Say how many lines of the records include the string "松林通り". Nothing else belongs in the answer.

* * * * * * *

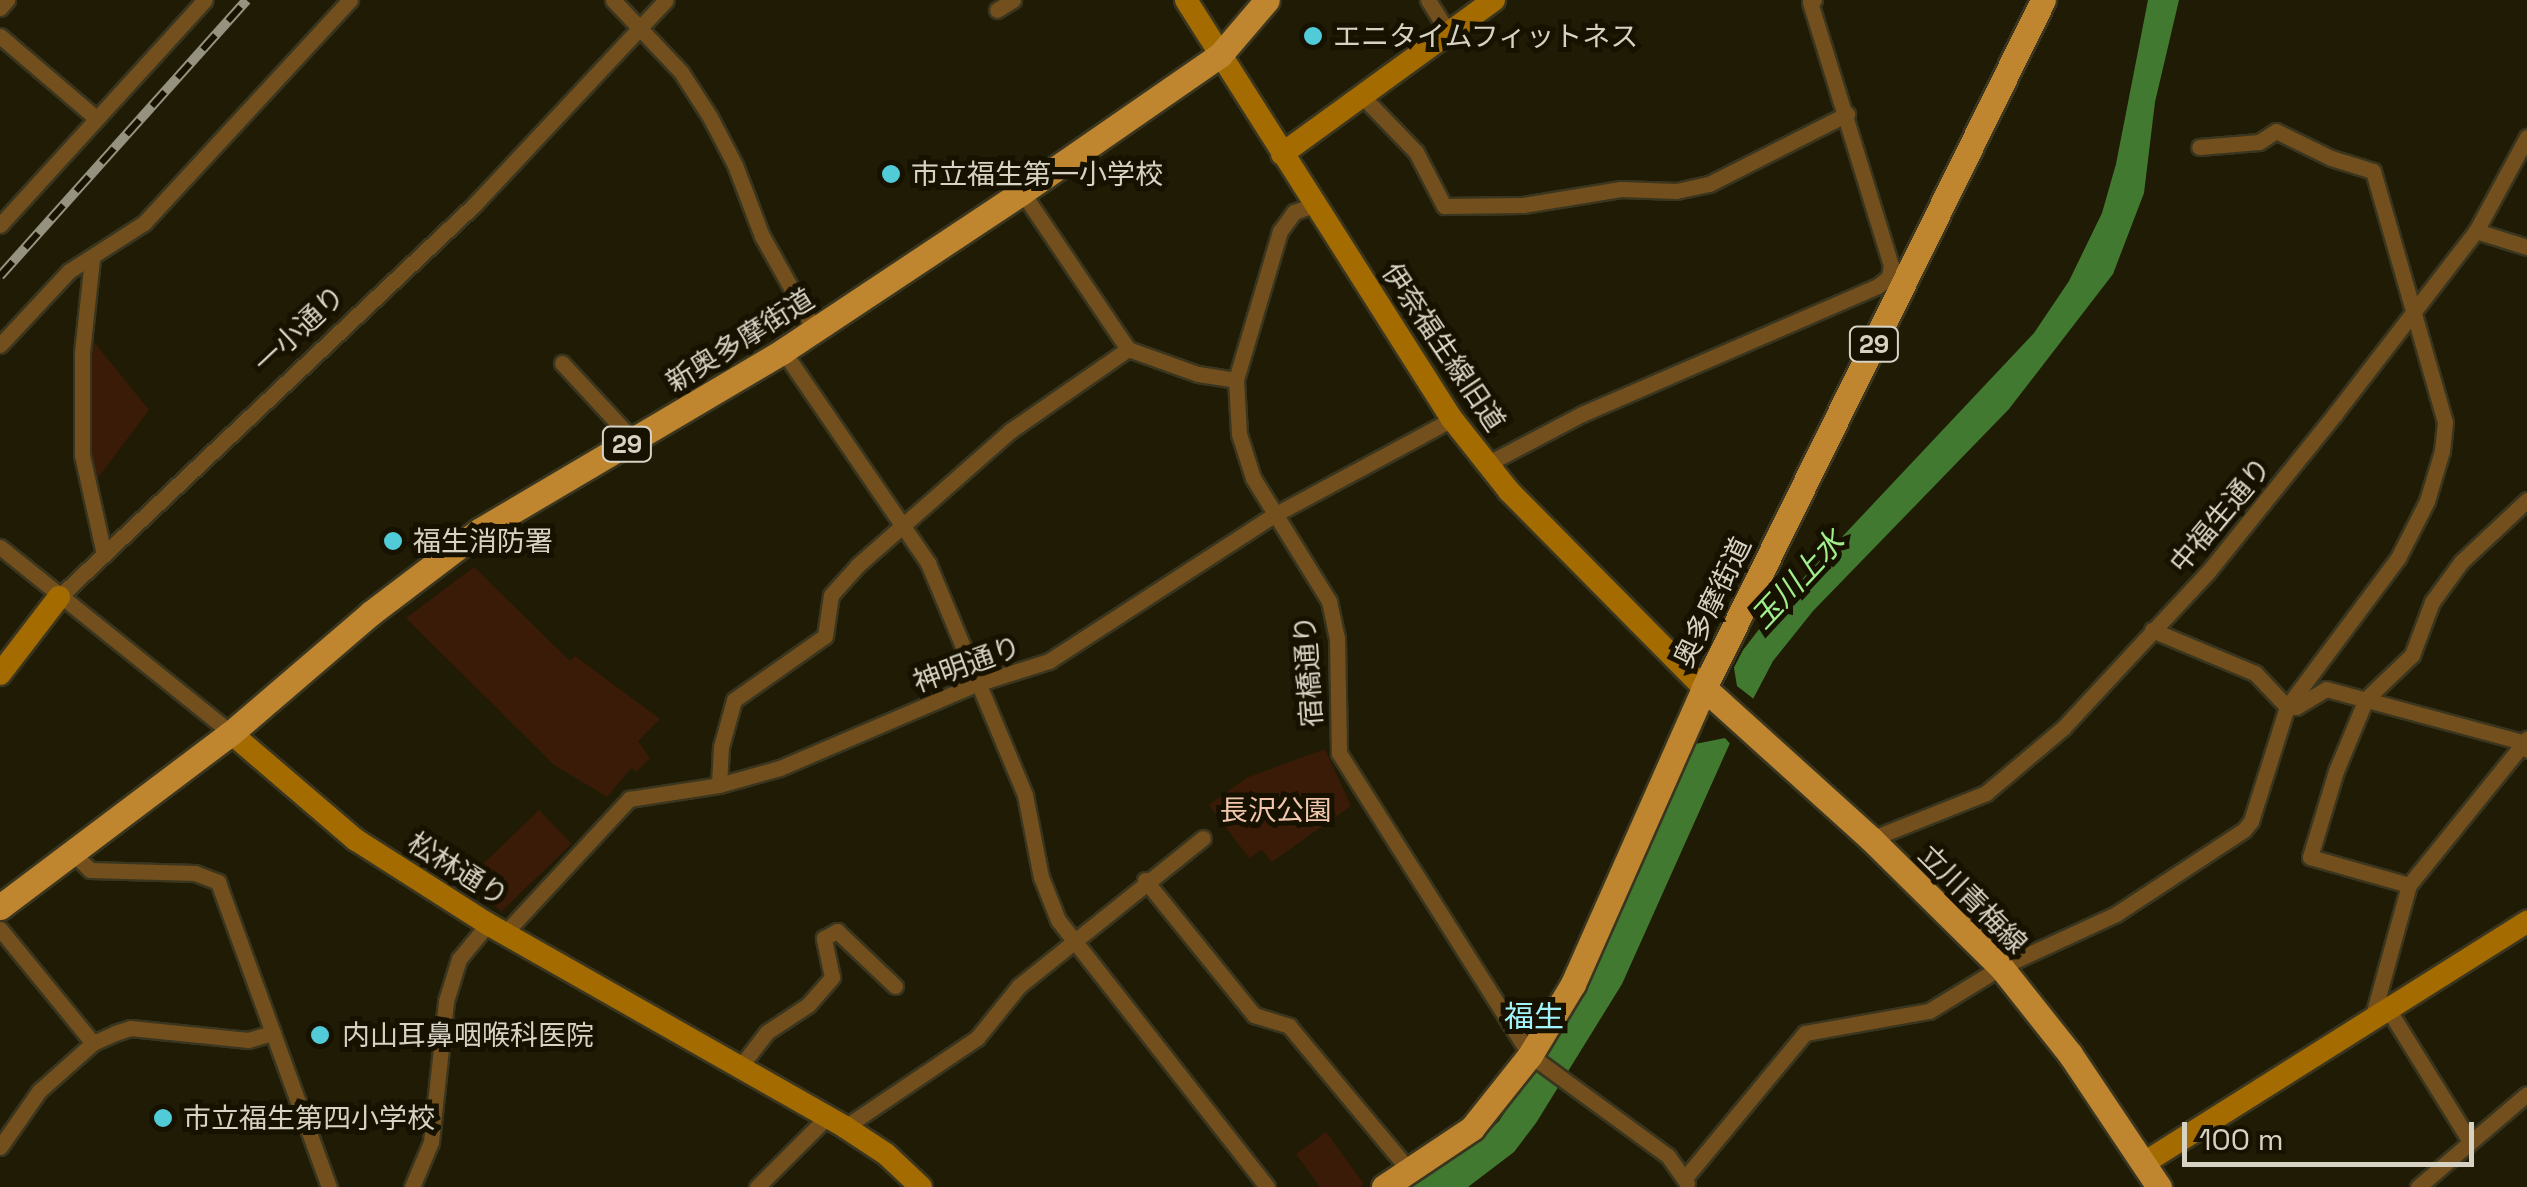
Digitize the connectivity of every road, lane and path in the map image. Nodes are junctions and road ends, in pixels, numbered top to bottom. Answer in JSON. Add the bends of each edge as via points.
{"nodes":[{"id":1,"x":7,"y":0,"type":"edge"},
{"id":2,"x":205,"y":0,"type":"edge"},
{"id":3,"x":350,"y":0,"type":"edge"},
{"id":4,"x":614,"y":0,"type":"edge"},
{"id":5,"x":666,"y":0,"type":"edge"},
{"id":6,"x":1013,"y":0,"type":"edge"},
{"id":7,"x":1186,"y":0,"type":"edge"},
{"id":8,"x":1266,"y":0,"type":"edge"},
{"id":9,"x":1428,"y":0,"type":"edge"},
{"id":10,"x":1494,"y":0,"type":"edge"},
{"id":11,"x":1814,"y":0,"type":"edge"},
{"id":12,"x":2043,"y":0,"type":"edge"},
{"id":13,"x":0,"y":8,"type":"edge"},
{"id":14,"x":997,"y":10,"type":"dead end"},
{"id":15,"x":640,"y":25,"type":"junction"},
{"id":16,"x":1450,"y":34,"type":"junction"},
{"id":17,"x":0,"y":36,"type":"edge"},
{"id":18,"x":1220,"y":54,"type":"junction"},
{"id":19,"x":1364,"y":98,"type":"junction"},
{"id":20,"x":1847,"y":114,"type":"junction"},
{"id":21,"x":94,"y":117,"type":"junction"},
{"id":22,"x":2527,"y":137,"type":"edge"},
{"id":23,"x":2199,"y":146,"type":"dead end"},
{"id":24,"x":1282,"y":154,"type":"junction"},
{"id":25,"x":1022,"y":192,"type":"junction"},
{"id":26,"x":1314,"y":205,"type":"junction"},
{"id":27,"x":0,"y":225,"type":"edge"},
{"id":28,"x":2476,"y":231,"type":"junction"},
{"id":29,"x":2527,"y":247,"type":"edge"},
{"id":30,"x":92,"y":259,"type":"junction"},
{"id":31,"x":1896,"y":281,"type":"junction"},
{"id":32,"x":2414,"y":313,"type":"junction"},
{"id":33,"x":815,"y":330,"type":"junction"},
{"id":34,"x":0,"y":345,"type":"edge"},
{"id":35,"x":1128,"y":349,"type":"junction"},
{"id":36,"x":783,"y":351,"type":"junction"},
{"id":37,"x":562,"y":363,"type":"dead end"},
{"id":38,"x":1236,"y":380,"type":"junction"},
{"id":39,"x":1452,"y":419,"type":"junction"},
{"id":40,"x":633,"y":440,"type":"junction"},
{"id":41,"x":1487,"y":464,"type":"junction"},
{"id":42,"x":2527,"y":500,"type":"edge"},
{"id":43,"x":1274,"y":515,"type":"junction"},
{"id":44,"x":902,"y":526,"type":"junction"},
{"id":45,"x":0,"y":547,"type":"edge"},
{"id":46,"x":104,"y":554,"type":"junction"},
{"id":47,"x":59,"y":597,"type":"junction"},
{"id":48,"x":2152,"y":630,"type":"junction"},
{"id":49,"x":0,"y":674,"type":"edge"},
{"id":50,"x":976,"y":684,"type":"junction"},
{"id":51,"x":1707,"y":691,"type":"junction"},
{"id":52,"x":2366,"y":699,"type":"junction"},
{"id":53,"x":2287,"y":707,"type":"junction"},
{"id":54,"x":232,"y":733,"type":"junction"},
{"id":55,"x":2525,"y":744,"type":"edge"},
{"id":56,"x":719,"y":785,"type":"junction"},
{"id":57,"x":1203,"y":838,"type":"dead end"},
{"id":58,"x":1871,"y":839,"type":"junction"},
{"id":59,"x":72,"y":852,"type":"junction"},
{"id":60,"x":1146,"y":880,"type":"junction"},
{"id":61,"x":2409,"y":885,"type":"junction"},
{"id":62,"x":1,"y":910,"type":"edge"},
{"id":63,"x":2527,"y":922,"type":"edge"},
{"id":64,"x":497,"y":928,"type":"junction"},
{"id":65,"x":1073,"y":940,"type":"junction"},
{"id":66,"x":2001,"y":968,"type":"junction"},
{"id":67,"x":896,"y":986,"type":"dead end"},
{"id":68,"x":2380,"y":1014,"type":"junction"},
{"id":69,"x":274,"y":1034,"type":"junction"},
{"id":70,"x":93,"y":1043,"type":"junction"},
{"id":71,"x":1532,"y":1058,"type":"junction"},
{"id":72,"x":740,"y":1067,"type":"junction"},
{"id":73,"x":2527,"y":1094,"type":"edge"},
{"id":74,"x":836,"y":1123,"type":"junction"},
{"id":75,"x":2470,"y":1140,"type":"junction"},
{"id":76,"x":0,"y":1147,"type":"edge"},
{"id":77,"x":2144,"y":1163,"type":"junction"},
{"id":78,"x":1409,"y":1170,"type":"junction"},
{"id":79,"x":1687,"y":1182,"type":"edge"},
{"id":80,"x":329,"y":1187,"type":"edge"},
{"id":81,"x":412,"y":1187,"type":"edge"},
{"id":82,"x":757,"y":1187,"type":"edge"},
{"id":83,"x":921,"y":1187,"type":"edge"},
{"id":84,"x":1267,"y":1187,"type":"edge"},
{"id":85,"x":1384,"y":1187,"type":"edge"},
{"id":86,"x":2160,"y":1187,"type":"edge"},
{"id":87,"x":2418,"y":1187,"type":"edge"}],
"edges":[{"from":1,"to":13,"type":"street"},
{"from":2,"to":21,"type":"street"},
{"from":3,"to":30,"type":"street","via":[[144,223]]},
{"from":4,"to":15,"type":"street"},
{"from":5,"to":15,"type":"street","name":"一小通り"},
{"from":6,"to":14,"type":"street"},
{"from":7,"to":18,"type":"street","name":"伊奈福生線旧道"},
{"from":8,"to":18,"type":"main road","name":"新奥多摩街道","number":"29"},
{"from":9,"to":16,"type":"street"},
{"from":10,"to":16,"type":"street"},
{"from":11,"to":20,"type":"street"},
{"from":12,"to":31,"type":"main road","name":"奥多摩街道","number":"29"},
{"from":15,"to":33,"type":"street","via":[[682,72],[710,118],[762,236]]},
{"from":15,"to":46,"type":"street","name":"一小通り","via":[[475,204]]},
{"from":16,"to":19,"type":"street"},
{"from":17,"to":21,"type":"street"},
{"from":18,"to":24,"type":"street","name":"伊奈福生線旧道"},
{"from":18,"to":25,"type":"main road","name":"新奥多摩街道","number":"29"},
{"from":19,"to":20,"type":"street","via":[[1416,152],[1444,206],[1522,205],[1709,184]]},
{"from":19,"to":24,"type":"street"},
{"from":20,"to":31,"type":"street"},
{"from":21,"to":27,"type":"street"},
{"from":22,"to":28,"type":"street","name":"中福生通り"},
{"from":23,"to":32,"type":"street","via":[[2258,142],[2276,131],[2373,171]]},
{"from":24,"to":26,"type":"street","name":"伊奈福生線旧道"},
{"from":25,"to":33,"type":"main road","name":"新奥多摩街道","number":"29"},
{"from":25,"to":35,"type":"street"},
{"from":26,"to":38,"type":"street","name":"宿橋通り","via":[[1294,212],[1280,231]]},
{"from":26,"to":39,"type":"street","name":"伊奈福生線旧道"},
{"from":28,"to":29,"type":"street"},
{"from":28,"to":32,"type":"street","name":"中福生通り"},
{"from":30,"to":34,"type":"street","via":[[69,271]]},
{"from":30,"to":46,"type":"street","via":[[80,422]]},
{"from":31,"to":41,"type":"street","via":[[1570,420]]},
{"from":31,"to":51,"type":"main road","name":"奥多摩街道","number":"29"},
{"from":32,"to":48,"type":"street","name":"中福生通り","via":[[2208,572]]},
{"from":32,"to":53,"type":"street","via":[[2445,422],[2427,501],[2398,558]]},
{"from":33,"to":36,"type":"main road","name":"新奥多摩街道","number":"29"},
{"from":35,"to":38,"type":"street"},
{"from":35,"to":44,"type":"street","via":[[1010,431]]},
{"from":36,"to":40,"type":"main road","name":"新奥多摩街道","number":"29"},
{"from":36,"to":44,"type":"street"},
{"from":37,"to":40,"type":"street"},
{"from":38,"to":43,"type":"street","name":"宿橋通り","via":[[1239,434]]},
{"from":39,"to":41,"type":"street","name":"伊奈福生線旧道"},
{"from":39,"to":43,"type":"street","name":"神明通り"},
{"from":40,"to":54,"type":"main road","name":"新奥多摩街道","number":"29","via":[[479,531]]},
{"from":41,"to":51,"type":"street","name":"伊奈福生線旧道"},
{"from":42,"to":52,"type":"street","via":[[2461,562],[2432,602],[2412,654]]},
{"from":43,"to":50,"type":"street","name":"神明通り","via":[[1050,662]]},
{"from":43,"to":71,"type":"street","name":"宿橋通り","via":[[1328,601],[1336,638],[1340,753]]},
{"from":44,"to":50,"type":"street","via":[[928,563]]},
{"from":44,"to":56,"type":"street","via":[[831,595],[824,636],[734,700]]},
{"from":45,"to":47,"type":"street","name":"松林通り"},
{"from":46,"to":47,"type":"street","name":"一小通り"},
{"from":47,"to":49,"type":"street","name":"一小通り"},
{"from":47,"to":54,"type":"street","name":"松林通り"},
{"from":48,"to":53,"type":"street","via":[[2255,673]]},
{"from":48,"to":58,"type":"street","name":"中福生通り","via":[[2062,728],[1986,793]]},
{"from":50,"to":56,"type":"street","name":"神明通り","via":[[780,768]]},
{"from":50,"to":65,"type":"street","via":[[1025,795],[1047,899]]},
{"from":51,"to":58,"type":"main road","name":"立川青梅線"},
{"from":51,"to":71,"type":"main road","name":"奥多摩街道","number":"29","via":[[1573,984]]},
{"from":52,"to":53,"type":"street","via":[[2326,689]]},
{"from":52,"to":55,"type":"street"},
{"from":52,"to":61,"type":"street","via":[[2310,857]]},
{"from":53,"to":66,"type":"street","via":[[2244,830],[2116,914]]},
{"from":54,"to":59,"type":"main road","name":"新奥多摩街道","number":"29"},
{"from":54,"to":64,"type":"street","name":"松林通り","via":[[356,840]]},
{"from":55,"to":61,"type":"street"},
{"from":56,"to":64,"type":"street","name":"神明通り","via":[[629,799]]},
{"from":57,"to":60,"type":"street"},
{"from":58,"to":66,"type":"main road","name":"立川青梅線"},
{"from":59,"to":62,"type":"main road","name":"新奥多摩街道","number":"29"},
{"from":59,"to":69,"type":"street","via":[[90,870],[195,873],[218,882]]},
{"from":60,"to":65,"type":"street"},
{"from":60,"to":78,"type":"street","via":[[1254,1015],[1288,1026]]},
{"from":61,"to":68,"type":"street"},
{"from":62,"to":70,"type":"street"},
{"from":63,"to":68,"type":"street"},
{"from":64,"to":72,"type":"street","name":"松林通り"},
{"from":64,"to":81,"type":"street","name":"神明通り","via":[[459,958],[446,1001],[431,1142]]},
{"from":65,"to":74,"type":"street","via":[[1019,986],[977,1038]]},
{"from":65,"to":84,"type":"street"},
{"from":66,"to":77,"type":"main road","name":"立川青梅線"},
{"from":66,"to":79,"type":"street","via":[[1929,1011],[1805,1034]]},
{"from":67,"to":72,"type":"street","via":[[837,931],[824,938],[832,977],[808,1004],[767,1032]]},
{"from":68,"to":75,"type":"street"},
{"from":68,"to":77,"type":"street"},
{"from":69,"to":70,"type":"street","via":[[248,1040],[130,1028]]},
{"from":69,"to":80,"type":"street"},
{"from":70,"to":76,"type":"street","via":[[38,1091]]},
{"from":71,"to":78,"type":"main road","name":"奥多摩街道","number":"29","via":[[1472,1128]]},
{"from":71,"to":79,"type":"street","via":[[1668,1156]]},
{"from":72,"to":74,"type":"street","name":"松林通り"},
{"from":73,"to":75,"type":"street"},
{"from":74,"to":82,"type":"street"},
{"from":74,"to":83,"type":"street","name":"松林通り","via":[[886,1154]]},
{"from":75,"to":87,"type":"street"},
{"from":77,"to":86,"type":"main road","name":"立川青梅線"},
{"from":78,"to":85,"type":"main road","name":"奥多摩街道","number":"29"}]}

* * * * * * *

__SOLUTION TO THIS EXERCISE__
6